## WHAT YOU ARE ASKED TO DO
Reproduce all of the data exactly as written.

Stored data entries
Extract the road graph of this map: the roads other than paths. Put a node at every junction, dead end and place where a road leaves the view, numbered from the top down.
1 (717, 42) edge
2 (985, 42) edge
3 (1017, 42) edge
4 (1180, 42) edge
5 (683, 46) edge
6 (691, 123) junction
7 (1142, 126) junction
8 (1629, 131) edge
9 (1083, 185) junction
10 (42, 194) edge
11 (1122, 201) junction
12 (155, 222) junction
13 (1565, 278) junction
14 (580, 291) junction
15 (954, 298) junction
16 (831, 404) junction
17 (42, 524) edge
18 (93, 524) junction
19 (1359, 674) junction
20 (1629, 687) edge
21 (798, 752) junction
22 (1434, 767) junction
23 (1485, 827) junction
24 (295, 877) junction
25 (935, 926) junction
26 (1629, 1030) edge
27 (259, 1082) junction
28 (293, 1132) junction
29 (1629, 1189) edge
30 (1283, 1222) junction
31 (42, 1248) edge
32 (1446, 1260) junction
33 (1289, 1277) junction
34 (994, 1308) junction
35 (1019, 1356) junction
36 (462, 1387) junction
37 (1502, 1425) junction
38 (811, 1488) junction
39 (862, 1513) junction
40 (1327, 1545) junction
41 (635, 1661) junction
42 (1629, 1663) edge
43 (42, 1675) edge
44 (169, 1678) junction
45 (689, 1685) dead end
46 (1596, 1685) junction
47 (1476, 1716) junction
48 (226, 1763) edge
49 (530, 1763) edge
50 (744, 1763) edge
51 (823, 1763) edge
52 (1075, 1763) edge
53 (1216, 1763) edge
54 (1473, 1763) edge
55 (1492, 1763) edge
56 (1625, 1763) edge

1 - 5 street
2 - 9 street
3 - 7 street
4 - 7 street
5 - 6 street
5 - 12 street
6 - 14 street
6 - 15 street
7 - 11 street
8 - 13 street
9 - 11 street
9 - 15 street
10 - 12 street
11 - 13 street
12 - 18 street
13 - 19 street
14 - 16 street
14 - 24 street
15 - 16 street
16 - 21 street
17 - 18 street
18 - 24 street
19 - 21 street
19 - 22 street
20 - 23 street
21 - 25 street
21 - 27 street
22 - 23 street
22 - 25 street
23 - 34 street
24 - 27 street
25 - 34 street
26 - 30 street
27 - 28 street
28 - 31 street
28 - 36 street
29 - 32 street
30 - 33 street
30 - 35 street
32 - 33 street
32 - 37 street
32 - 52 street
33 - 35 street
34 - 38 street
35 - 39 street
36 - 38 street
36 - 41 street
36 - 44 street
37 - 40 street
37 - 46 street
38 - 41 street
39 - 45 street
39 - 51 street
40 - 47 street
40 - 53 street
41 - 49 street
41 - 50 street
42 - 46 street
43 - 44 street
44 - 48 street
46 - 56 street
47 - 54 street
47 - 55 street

## SOLUTION FOR THIS EXERCISE
Extract the road graph of this map: the roads other than paths. Put a node at every junction, dead end and place where a road leaves the view, numbered from the top down.
1 (717, 42) edge
2 (985, 42) edge
3 (1017, 42) edge
4 (1180, 42) edge
5 (683, 46) edge
6 (691, 123) junction
7 (1142, 126) junction
8 (1629, 131) edge
9 (1083, 185) junction
10 (42, 194) edge
11 (1122, 201) junction
12 (155, 222) junction
13 (1565, 278) junction
14 (580, 291) junction
15 (954, 298) junction
16 (831, 404) junction
17 (42, 524) edge
18 (93, 524) junction
19 (1359, 674) junction
20 (1629, 687) edge
21 (798, 752) junction
22 (1434, 767) junction
23 (1485, 827) junction
24 (295, 877) junction
25 (935, 926) junction
26 (1629, 1030) edge
27 (259, 1082) junction
28 (293, 1132) junction
29 (1629, 1189) edge
30 (1283, 1222) junction
31 (42, 1248) edge
32 (1446, 1260) junction
33 (1289, 1277) junction
34 (994, 1308) junction
35 (1019, 1356) junction
36 (462, 1387) junction
37 (1502, 1425) junction
38 (811, 1488) junction
39 (862, 1513) junction
40 (1327, 1545) junction
41 (635, 1661) junction
42 (1629, 1663) edge
43 (42, 1675) edge
44 (169, 1678) junction
45 (689, 1685) dead end
46 (1596, 1685) junction
47 (1476, 1716) junction
48 (226, 1763) edge
49 (530, 1763) edge
50 (744, 1763) edge
51 (823, 1763) edge
52 (1075, 1763) edge
53 (1216, 1763) edge
54 (1473, 1763) edge
55 (1492, 1763) edge
56 (1625, 1763) edge

1 - 5 street
2 - 9 street
3 - 7 street
4 - 7 street
5 - 6 street
5 - 12 street
6 - 14 street
6 - 15 street
7 - 11 street
8 - 13 street
9 - 11 street
9 - 15 street
10 - 12 street
11 - 13 street
12 - 18 street
13 - 19 street
14 - 16 street
14 - 24 street
15 - 16 street
16 - 21 street
17 - 18 street
18 - 24 street
19 - 21 street
19 - 22 street
20 - 23 street
21 - 25 street
21 - 27 street
22 - 23 street
22 - 25 street
23 - 34 street
24 - 27 street
25 - 34 street
26 - 30 street
27 - 28 street
28 - 31 street
28 - 36 street
29 - 32 street
30 - 33 street
30 - 35 street
32 - 33 street
32 - 37 street
32 - 52 street
33 - 35 street
34 - 38 street
35 - 39 street
36 - 38 street
36 - 41 street
36 - 44 street
37 - 40 street
37 - 46 street
38 - 41 street
39 - 45 street
39 - 51 street
40 - 47 street
40 - 53 street
41 - 49 street
41 - 50 street
42 - 46 street
43 - 44 street
44 - 48 street
46 - 56 street
47 - 54 street
47 - 55 street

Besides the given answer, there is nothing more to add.